Alla prima votazione del 2007 i favorevoli erano 104. I contrari erano 54, oggi sono 32. Interessante il comportamento dei singoli continenti in queste votazioni. In Africa su 54 stati (nel 2007 non esisteva il Sud Sudan) nel 2007 i favorevoli furono 17, i contrari 12. Nel 2024 i favorevoli sono stati 33 (con un incremento di oltre il 120%), i contrari 6. L’Europa ha sempre avuto 44 voti favorevoli su 45 stati. In Oceania nel 2007 i favorevoli erano 6 su 13 stati. Nel 2024 i favorevoli sono saliti a 10 con una crescita del 67%. L’Oceania è ormai quasi tutta a favore della moratoria (ad esclusione di Papua New Guinea e Tonga) come l’Europa.

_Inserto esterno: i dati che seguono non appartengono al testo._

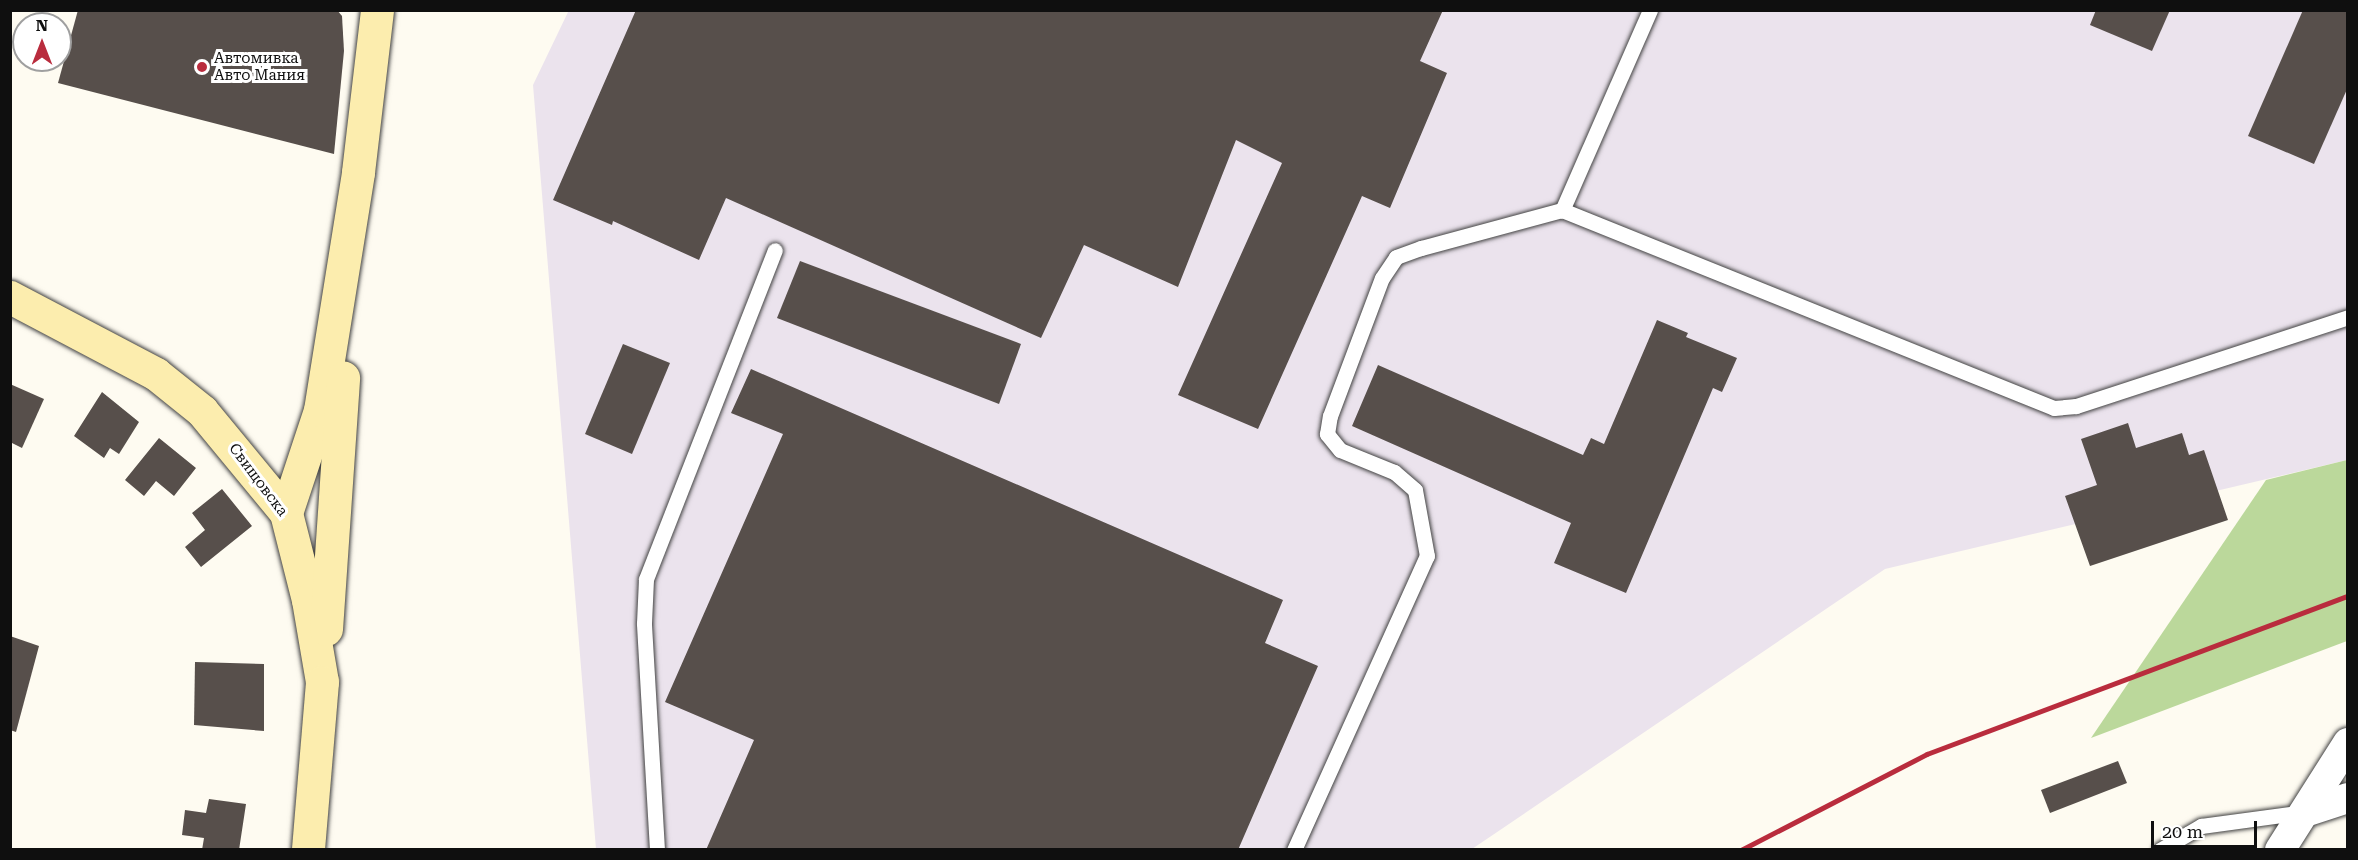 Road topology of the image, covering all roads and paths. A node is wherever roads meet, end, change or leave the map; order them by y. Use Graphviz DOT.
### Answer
graph roads {
  1 [pos="377,10"];
  2 [pos="1650,10"];
  3 [pos="358,172"];
  4 [pos="1562,210"];
  5 [pos="776,250"];
  6 [pos="10,297"];
  7 [pos="2348,317"];
  8 [pos="286,513"];
  9 [pos="322,682"];
  10 [pos="2348,743"];
  11 [pos="2348,798"];
  12 [pos="2305,812"];
  13 [pos="308,849"];
  14 [pos="657,849"];
  15 [pos="1294,849"];
  16 [pos="2160,849"];
  17 [pos="2280,849"];
  1 -- 3 [label="street"];
  2 -- 4 [label="lane"];
  3 -- 8 [label="street"];
  3 -- 9 [label="street"];
  4 -- 7 [label="lane"];
  4 -- 15 [label="lane"];
  5 -- 14 [label="lane"];
  6 -- 8 [label="street, Свищовска"];
  8 -- 9 [label="street, Свищовска"];
  9 -- 13 [label="street, Свищовска"];
  10 -- 12 [label="street"];
  11 -- 12 [label="street"];
  12 -- 16 [label="lane"];
  12 -- 17 [label="street"];
} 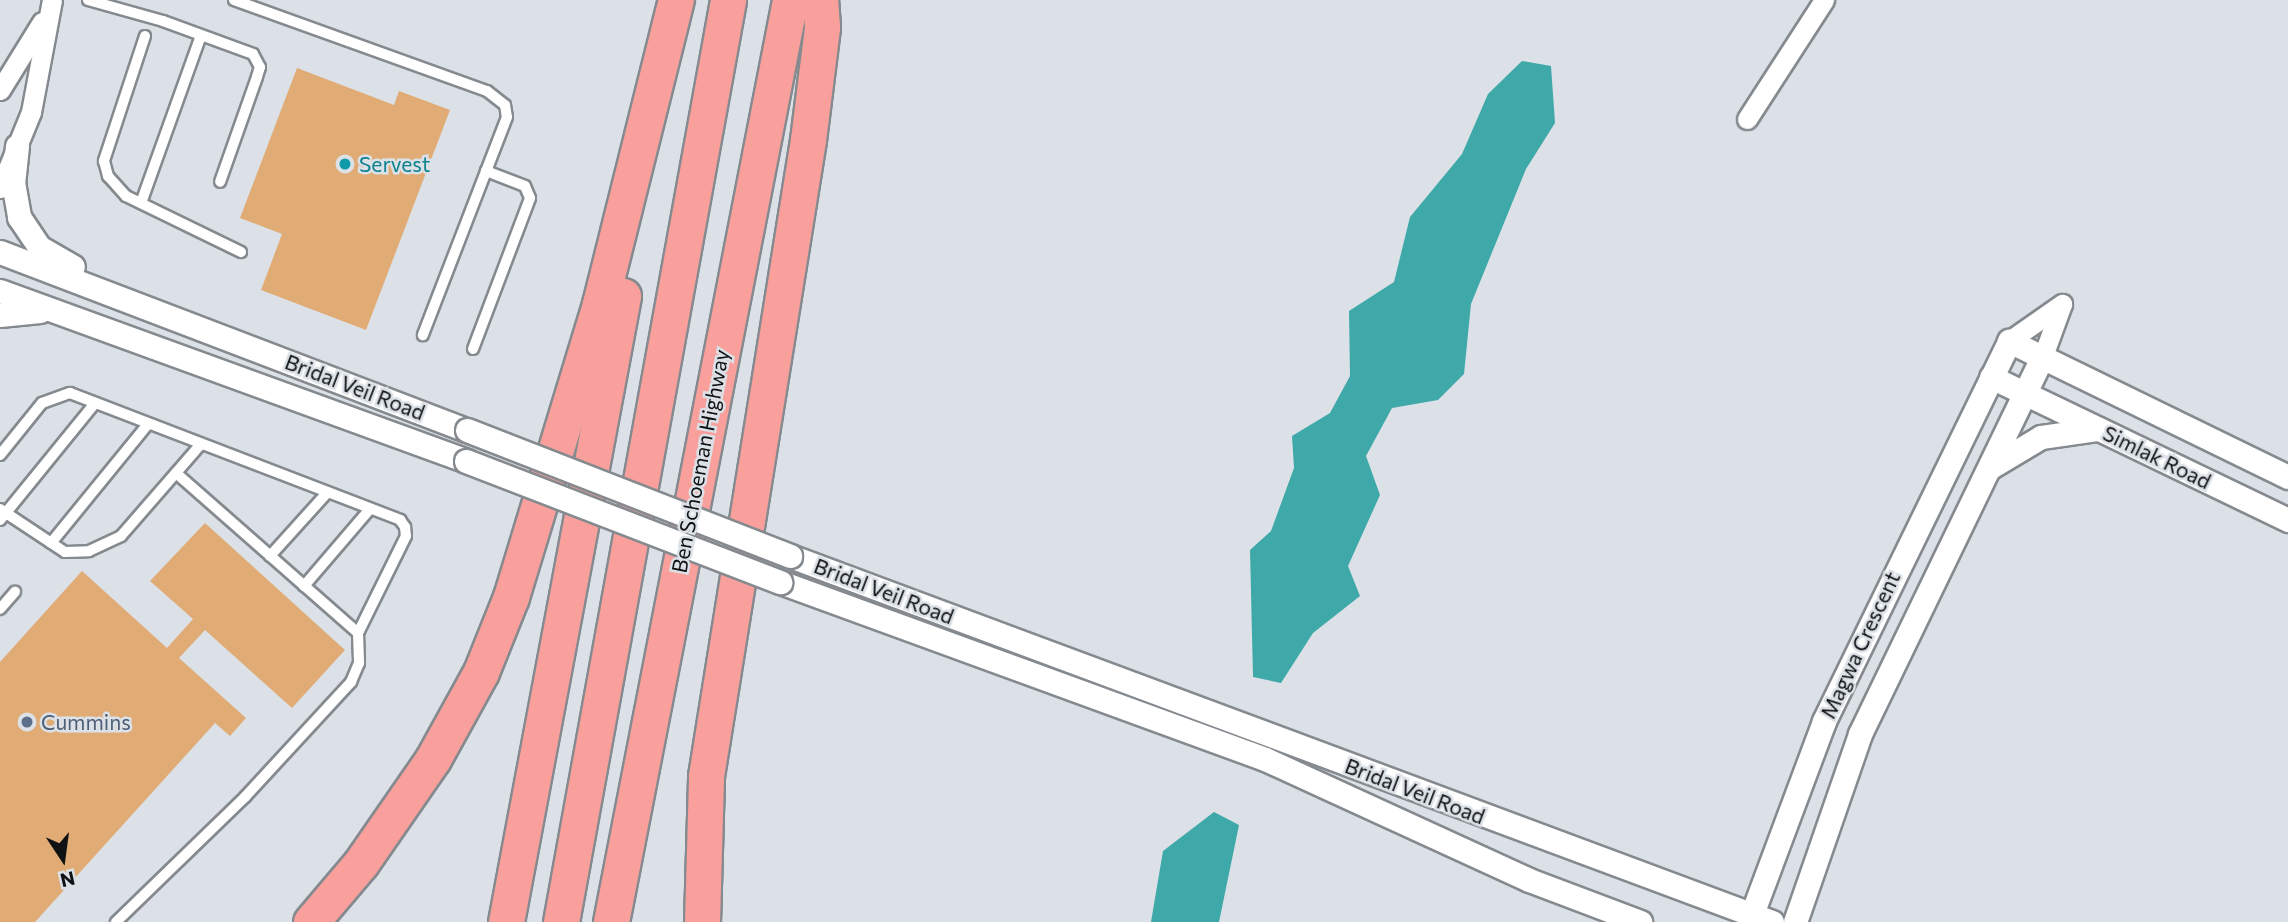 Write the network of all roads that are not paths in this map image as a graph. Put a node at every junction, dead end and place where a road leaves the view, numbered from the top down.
1 (88, 0) edge
2 (234, 0) edge
3 (728, 0) edge
4 (789, 0) edge
5 (820, 0) edge
6 (1824, 0) edge
7 (50, 7) edge
8 (673, 14) edge
9 (201, 35) junction
10 (145, 36) dead end
11 (0, 90) edge
12 (1747, 119) dead end
13 (17, 146) junction
14 (486, 171) junction
15 (219, 182) dead end
16 (0, 188) edge
17 (141, 203) junction
18 (0, 251) edge
19 (241, 252) dead end
20 (0, 291) edge
21 (46, 311) junction
22 (0, 315) edge
23 (423, 335) dead end
24 (2009, 341) junction
25 (238, 342) junction
26 (473, 349) dead end
27 (2043, 356) junction
28 (1992, 377) junction
29 (2026, 394) junction
30 (95, 403) junction
31 (148, 424) junction
32 (2098, 429) junction
33 (201, 444) junction
34 (0, 455) edge
35 (1988, 470) junction
36 (176, 473) junction
37 (2288, 477) edge
38 (327, 493) junction
39 (370, 509) junction
40 (2, 514) edge
41 (2288, 520) edge
42 (51, 543) junction
43 (270, 556) junction
44 (304, 586) junction
45 (15, 592) dead end
46 (0, 610) edge
47 (358, 633) junction
48 (1758, 919) edge
49 (116, 922) edge
50 (311, 922) edge
51 (506, 922) edge
52 (561, 922) edge
53 (611, 922) edge
54 (702, 922) edge
55 (1640, 922) edge
56 (1795, 922) edge

1 - 9 lane
2 - 14 lane
3 - 52 highway
4 - 53 highway, Ben Schoeman Highway
5 - 54 highway
6 - 12 street
7 - 11 street
7 - 13 street
8 - 50 highway
8 - 51 highway
9 - 15 lane
9 - 17 lane
10 - 17 lane
13 - 16 street
13 - 25 street
14 - 23 lane
14 - 26 lane
17 - 19 lane
18 - 25 street, Bridal Veil Road
20 - 21 street, Bridal Veil Road
21 - 22 street
21 - 55 street, Bridal Veil Road, bridge
24 - 27 street, Simlak Road
24 - 27 street
24 - 28 street, Magwa Crescent
25 - 48 street, Bridal Veil Road, bridge
27 - 29 street, Magwa Crescent
27 - 37 street, Simlak Road
28 - 29 street, Simlak Road
28 - 48 street, Magwa Crescent
29 - 32 street, Simlak Road
29 - 35 street, Magwa Crescent
30 - 31 lane
30 - 34 lane
30 - 40 lane
31 - 33 lane
31 - 42 lane
32 - 35 street
32 - 41 street, Simlak Road
33 - 36 lane
33 - 38 lane
35 - 56 street, Magwa Crescent
36 - 42 lane
36 - 43 lane
38 - 39 lane
38 - 43 lane
39 - 44 lane
39 - 47 lane
40 - 42 lane
43 - 44 lane
44 - 47 lane
45 - 46 lane
47 - 49 lane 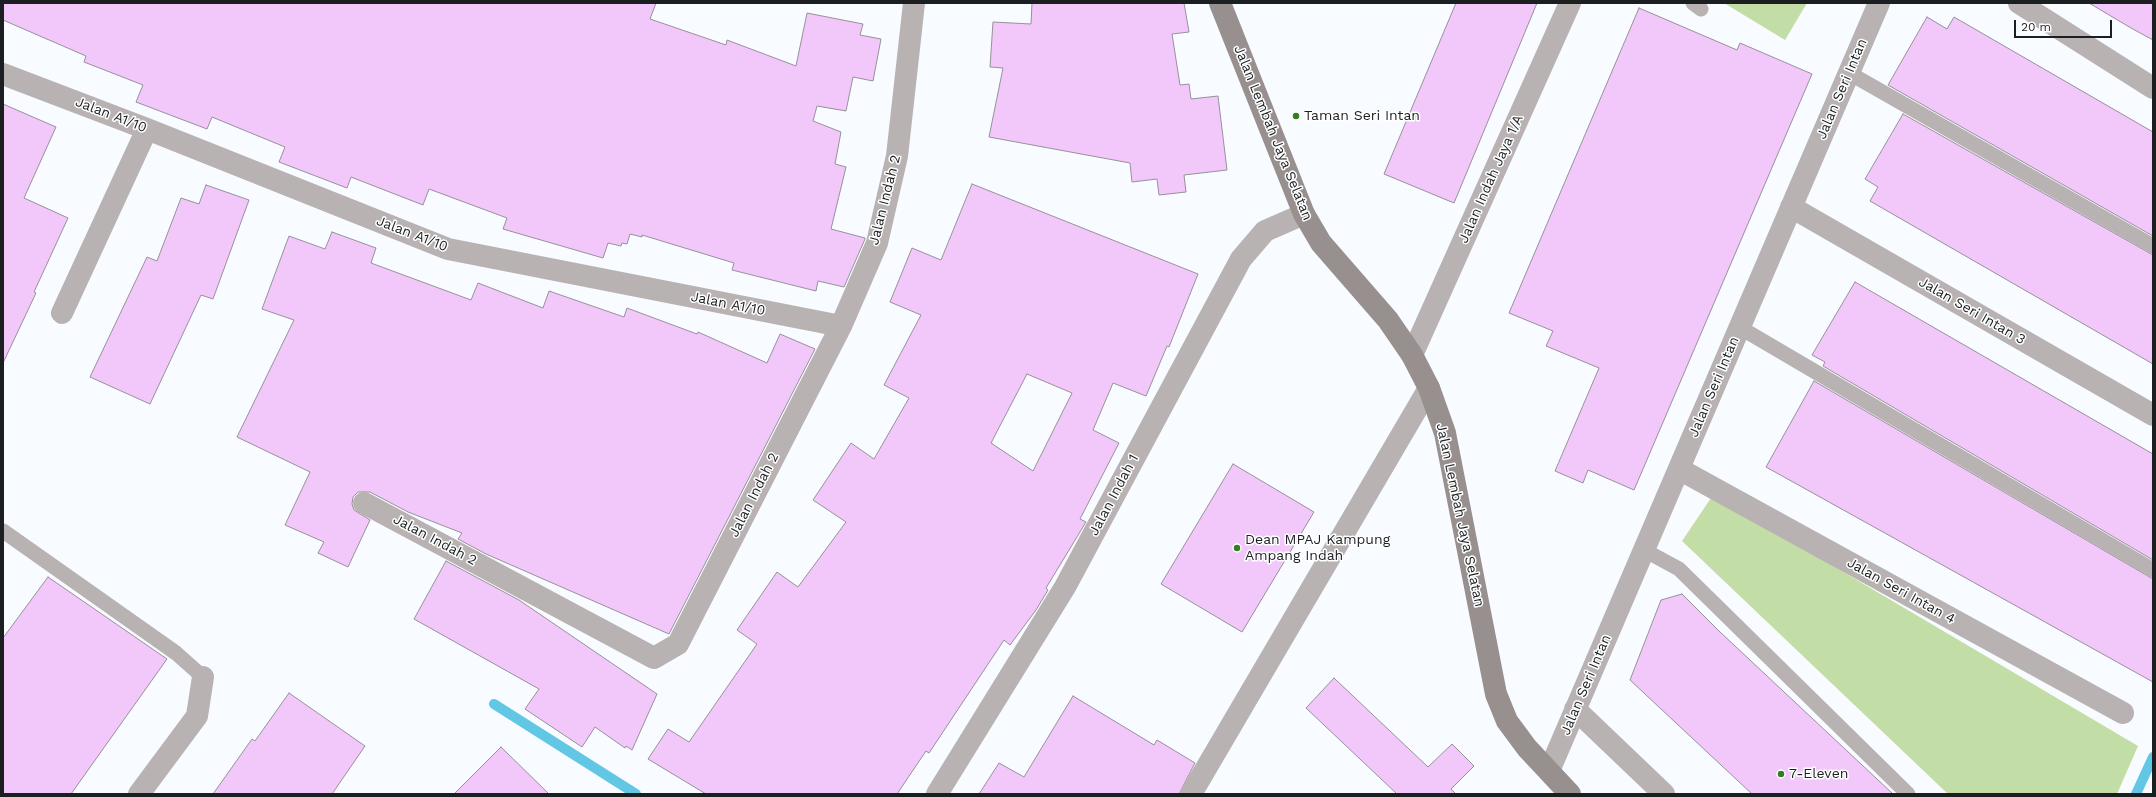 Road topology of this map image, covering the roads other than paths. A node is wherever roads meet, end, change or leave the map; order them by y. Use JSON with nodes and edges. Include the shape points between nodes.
{"nodes":[{"id":1,"x":914,"y":3,"type":"edge"},
{"id":2,"x":1220,"y":3,"type":"edge"},
{"id":3,"x":1570,"y":3,"type":"edge"},
{"id":4,"x":1879,"y":3,"type":"edge"},
{"id":5,"x":2019,"y":3,"type":"edge"},
{"id":6,"x":1849,"y":73,"type":"junction"},
{"id":7,"x":3,"y":74,"type":"edge"},
{"id":8,"x":2153,"y":88,"type":"edge"},
{"id":9,"x":148,"y":129,"type":"junction"},
{"id":10,"x":1791,"y":207,"type":"junction"},
{"id":11,"x":1304,"y":214,"type":"junction"},
{"id":12,"x":2153,"y":246,"type":"edge"},
{"id":13,"x":62,"y":313,"type":"dead end"},
{"id":14,"x":841,"y":326,"type":"junction"},
{"id":15,"x":1739,"y":327,"type":"junction"},
{"id":16,"x":1412,"y":355,"type":"junction"},
{"id":17,"x":1429,"y":388,"type":"junction"},
{"id":18,"x":2153,"y":415,"type":"edge"},
{"id":19,"x":1679,"y":469,"type":"junction"},
{"id":20,"x":364,"y":503,"type":"dead end"},
{"id":21,"x":3,"y":531,"type":"edge"},
{"id":22,"x":1644,"y":550,"type":"junction"},
{"id":23,"x":2153,"y":570,"type":"edge"},
{"id":24,"x":203,"y":677,"type":"joint"},
{"id":25,"x":1575,"y":709,"type":"junction"},
{"id":26,"x":2123,"y":713,"type":"dead end"},
{"id":27,"x":1549,"y":771,"type":"junction"},
{"id":28,"x":1567,"y":793,"type":"edge"},
{"id":29,"x":139,"y":794,"type":"edge"},
{"id":30,"x":937,"y":794,"type":"edge"},
{"id":31,"x":1191,"y":794,"type":"edge"},
{"id":32,"x":1664,"y":794,"type":"edge"},
{"id":33,"x":1908,"y":794,"type":"edge"}],
"edges":[{"from":1,"to":14,"type":"street","name":"Jalan Indah 2","via":[[897,156],[877,243]]},
{"from":2,"to":11,"type":"street","name":"Jalan Lembah Jaya Selatan"},
{"from":3,"to":16,"type":"street","name":"Jalan Indah Jaya 1/A"},
{"from":4,"to":6,"type":"street","name":"Jalan Seri Intan"},
{"from":5,"to":8,"type":"street"},
{"from":6,"to":10,"type":"street","name":"Jalan Seri Intan"},
{"from":6,"to":12,"type":"lane"},
{"from":7,"to":9,"type":"street","name":"Jalan A1/10"},
{"from":9,"to":13,"type":"street"},
{"from":9,"to":14,"type":"street","name":"Jalan A1/10","via":[[448,249]]},
{"from":10,"to":15,"type":"street","name":"Jalan Seri Intan"},
{"from":10,"to":18,"type":"street","name":"Jalan Seri Intan 3"},
{"from":11,"to":16,"type":"street","name":"Jalan Lembah Jaya Selatan","via":[[1321,243],[1388,320]]},
{"from":11,"to":30,"type":"street","name":"Jalan Indah 1","via":[[1265,231],[1240,259],[1065,587]]},
{"from":14,"to":20,"type":"street","name":"Jalan Indah 2","via":[[678,644],[654,658]]},
{"from":15,"to":19,"type":"street","name":"Jalan Seri Intan"},
{"from":15,"to":23,"type":"lane"},
{"from":16,"to":17,"type":"street","name":"Jalan Lembah Jaya Selatan"},
{"from":17,"to":27,"type":"street","name":"Jalan Lembah Jaya Selatan","via":[[1445,433],[1496,694],[1507,721],[1527,748]]},
{"from":17,"to":31,"type":"street"},
{"from":19,"to":22,"type":"street","name":"Jalan Seri Intan"},
{"from":19,"to":26,"type":"street","name":"Jalan Seri Intan 4"},
{"from":21,"to":24,"type":"lane","via":[[176,654]]},
{"from":22,"to":25,"type":"street","name":"Jalan Seri Intan"},
{"from":22,"to":33,"type":"lane","via":[[1679,568]]},
{"from":24,"to":29,"type":"street","via":[[197,716]]},
{"from":25,"to":27,"type":"street","name":"Jalan Seri Intan"},
{"from":25,"to":32,"type":"street"},
{"from":27,"to":28,"type":"street","name":"Jalan Lembah Jaya Selatan"}]}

Anche in Asia l’incremento dei favorevoli è sostanzioso: nel 2007 erano 15 i favorevoli su 46 stati; saranno 22 nel 2024 con un aumento di oltre il 40%. Nelle Americhe su 35 nazioni nel 2007 hanno votato a favore in 19, nel 2024 in 21. I contrari sono passati da 14 nel 2007 a 8 nel 2024.
Resta da chiedersi perché abolire la pena di morte con tanti problemi che ci stanno? Perché è così che inizia la pace e abbiamo bisogno di pace. Perché la pena di morte è la forma più estrema di distruzione della cultura della vita, e perché attorno alla pena capitale si concentrano tutte le debolezze dei sistemi giudiziari. Perché è la negazione del potere riabilitativo della pena e della sanzione, si favoriscono gli abusi delle persone, perché sempre crea nuove vittime, le vittime innocenti che sono i familiari delle vittime. Perché nega in radice – sottolinea Marazziti – la ragione stessa per cui esistono i sistemi giudiziari e le leggi: la legge esiste, nasce sempre per ridurre la violenza, è per difendere la società, per difendere la vita. Anche quella di chi sbaglia. Un sistema giudiziario «che dà la pena di morte, anche se lo fa appoggiato dall’opinione volatile dei cittadini, nega, sempre, sé stesso in radice. È inganno, perché promette una guarigione impossibile ai familiari e amici delle vittime, ma nella vendetta non c’è mai guarigione, si aggiunge sempre morte a una morte già avvenuta». Non è un farmaco per la violenza diffusa, per le gangs.
È un sogno un mondo senza pena di morte? Pensiamo di no. È realismo che chiede coraggio civile e politico, in tempi in cui la coscienza collettiva sembra addormentata. Essere contro la pena di morte rappresenta – ha dichiarato Marco Impagliazzo – una vigilanza continua sul nostro pensiero e sulla società: un modo per sottrarsi al sonnambulismo che porta al disinteresse per la vita degli altri o, addirittura, a negare un possibile cambiamento. Per questo è fondamentale quanto sta accadendo negli Stati Uniti, e in molte parti del mondo, dove un vasto movimento popolare chiede al presidente Biden, in carica fino al 20 gennaio prossimo, di commutare le quaranta sentenze capitali nel braccio della morte delle carceri federali degli Stati Uniti, prima di lasciare il suo Ufficio. In molti hanno rilanciato l’appello a Biden per commutare queste quaranta condanne: lo hanno fatto i vescovi Usa, organizzazioni cattoliche e non che da anni chiedono l’abolizione di questa pena negli Usa. Le commutazioni del presidente Biden mostrerebbero che una giustizia capace di rispettare sempre la vita – sostiene Impagliazzo – «è un argine alla cultura della morte, la stessa che dà per scontata l’uccisione di civili e bambini nelle guerre: un baluardo di civiltà alla pratica semplificata e generalizzata della violenza».